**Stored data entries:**
□ □ □ □ □ □ □
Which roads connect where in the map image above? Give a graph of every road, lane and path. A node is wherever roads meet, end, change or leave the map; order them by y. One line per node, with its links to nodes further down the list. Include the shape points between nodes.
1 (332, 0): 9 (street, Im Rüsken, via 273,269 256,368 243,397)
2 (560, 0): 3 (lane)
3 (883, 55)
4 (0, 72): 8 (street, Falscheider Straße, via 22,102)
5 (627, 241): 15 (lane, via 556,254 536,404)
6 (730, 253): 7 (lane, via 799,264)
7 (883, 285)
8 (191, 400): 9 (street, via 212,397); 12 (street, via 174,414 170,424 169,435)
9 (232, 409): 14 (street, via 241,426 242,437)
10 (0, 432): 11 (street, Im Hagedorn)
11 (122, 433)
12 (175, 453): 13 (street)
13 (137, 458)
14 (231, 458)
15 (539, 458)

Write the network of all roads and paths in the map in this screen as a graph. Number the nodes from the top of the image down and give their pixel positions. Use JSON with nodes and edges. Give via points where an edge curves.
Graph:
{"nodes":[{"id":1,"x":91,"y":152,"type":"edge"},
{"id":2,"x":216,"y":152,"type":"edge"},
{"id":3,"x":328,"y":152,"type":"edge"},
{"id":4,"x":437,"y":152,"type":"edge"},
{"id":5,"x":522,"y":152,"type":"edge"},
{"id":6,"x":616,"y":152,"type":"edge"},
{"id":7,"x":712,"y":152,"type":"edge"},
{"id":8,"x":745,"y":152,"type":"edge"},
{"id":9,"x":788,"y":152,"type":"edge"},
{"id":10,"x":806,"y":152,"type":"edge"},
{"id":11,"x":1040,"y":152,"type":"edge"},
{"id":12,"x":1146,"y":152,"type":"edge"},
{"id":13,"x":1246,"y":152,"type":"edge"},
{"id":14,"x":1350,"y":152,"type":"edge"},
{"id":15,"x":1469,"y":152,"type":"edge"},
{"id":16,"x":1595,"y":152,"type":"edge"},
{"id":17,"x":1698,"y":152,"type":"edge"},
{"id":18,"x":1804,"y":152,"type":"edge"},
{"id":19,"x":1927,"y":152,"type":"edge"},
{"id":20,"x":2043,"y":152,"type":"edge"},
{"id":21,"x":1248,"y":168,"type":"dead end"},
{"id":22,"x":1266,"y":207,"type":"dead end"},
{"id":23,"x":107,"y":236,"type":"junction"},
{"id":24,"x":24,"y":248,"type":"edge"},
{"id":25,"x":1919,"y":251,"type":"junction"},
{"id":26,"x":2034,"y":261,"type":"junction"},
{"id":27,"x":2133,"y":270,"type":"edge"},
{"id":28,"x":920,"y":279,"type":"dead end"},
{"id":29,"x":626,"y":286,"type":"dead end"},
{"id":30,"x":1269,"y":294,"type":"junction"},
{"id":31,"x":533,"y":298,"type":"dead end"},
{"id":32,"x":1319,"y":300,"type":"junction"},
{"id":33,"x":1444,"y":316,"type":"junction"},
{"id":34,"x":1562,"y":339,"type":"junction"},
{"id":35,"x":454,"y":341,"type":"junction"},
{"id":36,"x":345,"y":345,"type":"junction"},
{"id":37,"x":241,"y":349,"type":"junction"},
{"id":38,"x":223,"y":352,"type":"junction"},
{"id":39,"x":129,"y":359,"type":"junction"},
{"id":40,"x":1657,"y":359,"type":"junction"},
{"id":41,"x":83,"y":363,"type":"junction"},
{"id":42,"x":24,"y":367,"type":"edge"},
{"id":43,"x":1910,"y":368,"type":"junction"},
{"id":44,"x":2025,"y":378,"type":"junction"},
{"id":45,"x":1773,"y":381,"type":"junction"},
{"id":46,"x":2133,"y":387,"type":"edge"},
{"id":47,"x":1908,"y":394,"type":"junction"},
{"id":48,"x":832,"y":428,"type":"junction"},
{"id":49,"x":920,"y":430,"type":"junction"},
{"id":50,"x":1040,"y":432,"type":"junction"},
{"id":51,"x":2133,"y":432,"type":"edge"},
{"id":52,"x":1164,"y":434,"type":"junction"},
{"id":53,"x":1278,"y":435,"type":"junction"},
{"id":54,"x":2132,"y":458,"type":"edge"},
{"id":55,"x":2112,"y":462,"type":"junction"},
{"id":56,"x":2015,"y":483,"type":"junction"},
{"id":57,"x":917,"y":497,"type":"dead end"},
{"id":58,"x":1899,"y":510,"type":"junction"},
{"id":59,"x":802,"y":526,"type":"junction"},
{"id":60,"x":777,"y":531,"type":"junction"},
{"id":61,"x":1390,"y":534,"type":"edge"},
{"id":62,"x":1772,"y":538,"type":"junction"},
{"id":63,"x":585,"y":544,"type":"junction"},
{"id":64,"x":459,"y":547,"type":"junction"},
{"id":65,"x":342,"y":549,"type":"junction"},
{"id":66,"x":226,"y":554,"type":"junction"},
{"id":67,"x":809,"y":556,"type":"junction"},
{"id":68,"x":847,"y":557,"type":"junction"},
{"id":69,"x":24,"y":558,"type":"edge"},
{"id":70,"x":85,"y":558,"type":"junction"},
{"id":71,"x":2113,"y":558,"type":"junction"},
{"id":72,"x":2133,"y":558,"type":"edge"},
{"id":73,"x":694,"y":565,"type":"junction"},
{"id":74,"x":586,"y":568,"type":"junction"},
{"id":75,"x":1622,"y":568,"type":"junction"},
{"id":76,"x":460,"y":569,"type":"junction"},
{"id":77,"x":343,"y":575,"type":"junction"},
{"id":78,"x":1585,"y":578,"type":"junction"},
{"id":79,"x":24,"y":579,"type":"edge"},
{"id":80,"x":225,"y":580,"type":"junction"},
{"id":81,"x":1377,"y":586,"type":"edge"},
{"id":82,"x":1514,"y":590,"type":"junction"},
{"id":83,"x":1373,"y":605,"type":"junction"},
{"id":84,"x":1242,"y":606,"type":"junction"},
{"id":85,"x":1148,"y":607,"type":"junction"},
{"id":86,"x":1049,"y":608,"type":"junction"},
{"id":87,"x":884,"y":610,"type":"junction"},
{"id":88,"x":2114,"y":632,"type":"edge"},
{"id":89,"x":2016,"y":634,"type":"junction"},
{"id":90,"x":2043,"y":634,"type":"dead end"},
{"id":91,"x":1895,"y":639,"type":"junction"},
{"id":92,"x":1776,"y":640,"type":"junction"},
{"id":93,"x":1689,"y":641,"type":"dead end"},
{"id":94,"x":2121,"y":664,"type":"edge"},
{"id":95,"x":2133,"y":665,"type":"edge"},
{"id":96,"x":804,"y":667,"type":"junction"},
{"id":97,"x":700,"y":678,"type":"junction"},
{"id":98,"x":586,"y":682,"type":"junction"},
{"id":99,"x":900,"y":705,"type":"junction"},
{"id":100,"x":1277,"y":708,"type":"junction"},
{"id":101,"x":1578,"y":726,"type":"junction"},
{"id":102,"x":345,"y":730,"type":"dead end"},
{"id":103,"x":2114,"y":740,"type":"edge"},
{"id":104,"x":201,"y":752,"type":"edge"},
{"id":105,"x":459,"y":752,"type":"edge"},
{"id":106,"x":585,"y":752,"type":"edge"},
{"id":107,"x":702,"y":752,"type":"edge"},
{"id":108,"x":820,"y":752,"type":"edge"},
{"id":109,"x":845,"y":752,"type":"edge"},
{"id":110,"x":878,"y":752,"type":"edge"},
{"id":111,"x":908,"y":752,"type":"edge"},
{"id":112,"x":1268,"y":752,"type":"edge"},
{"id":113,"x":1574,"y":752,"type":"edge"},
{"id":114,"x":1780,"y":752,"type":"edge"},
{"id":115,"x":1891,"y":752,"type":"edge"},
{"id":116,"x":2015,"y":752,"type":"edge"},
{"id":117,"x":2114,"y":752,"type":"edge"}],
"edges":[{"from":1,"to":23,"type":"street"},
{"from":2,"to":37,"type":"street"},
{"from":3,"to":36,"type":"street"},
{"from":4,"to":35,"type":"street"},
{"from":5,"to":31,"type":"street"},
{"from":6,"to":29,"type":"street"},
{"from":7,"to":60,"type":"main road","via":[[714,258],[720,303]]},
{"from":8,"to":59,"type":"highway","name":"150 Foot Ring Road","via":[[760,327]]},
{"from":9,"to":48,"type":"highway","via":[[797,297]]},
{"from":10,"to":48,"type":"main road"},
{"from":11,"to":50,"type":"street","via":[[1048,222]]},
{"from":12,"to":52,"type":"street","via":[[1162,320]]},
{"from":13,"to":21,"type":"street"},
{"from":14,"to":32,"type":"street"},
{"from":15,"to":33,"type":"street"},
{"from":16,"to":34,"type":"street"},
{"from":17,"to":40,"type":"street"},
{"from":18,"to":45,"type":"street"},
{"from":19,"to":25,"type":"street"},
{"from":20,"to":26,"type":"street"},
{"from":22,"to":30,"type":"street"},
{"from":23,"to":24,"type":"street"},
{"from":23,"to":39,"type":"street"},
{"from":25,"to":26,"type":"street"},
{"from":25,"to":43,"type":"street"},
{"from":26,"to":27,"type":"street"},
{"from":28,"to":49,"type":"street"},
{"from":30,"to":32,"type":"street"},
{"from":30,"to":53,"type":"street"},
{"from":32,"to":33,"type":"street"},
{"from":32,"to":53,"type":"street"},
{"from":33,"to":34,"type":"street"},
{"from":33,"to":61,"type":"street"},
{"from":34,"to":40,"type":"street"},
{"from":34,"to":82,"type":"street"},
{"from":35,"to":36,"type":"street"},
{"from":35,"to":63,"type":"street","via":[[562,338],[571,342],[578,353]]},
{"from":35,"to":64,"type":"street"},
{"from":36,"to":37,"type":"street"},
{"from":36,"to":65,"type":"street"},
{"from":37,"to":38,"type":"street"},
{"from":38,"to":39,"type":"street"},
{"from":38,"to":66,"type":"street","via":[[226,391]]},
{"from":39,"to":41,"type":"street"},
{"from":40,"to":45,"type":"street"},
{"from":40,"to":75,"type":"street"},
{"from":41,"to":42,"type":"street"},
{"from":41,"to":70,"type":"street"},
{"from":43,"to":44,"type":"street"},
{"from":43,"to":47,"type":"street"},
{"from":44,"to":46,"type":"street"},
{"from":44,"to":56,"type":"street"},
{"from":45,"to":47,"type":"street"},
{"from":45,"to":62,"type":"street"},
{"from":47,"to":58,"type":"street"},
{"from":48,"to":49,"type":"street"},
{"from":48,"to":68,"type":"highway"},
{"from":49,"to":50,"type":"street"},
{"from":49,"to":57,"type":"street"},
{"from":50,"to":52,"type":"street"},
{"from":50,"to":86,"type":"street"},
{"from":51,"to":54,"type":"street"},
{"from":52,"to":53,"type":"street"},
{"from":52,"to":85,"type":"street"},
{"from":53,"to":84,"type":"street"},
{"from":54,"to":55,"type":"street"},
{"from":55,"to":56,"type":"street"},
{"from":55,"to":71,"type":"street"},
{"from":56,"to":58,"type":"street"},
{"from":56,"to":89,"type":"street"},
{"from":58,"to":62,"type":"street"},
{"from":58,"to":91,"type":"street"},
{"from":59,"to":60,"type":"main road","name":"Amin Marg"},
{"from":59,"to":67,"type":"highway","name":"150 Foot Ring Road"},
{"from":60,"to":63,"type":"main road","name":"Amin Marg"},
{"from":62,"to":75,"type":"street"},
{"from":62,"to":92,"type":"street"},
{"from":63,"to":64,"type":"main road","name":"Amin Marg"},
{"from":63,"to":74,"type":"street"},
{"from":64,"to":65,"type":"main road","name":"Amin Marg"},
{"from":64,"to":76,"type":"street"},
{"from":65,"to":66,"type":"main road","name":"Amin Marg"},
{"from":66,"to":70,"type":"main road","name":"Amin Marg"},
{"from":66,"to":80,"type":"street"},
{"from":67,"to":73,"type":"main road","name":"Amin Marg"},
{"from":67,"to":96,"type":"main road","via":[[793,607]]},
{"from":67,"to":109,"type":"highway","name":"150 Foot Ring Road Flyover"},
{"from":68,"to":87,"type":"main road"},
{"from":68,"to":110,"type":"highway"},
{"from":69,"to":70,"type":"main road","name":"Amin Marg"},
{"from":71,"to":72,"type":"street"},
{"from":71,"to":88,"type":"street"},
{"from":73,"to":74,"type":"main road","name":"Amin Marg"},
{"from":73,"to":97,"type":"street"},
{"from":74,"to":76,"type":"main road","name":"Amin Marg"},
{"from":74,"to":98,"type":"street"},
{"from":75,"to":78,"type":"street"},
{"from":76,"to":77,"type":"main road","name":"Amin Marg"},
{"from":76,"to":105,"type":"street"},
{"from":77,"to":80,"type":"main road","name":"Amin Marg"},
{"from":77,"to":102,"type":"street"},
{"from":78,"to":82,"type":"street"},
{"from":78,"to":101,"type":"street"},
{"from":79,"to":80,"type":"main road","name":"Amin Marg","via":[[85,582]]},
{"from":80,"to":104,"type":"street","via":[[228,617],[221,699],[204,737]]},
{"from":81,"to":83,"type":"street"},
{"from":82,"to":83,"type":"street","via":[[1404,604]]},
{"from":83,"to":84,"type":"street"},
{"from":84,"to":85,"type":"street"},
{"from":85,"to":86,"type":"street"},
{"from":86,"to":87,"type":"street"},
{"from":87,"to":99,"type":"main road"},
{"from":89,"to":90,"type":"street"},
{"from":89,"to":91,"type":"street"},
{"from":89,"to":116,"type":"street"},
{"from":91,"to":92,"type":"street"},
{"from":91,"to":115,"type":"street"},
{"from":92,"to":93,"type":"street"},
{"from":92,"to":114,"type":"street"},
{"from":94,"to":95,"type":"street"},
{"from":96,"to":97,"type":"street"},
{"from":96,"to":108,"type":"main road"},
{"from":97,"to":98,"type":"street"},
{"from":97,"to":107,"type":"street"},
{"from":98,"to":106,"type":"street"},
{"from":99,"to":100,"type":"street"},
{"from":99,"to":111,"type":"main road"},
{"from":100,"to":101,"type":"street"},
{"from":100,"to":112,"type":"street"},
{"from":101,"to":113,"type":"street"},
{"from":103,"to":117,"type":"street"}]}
□ □ □ □ □ □ □
**EXERCISE GOAL:** From the first line of the records above down to the line containing "Write the network", repeat each line exactly as written. Include both of those lines and add nothing.

**ANSWER BELOW:**
Which roads connect where in the map image above? Give a graph of every road, lane and path. A node is wherever roads meet, end, change or leave the map; order them by y. One line per node, with its links to nodes further down the list. Include the shape points between nodes.
1 (332, 0): 9 (street, Im Rüsken, via 273,269 256,368 243,397)
2 (560, 0): 3 (lane)
3 (883, 55)
4 (0, 72): 8 (street, Falscheider Straße, via 22,102)
5 (627, 241): 15 (lane, via 556,254 536,404)
6 (730, 253): 7 (lane, via 799,264)
7 (883, 285)
8 (191, 400): 9 (street, via 212,397); 12 (street, via 174,414 170,424 169,435)
9 (232, 409): 14 (street, via 241,426 242,437)
10 (0, 432): 11 (street, Im Hagedorn)
11 (122, 433)
12 (175, 453): 13 (street)
13 (137, 458)
14 (231, 458)
15 (539, 458)

Write the network of all roads and paths in the map in this screen as a graph. Number the nodes from the top of the image down and give their pixel positions. Use JSON with nodes and edges. Give via points where an edge curves.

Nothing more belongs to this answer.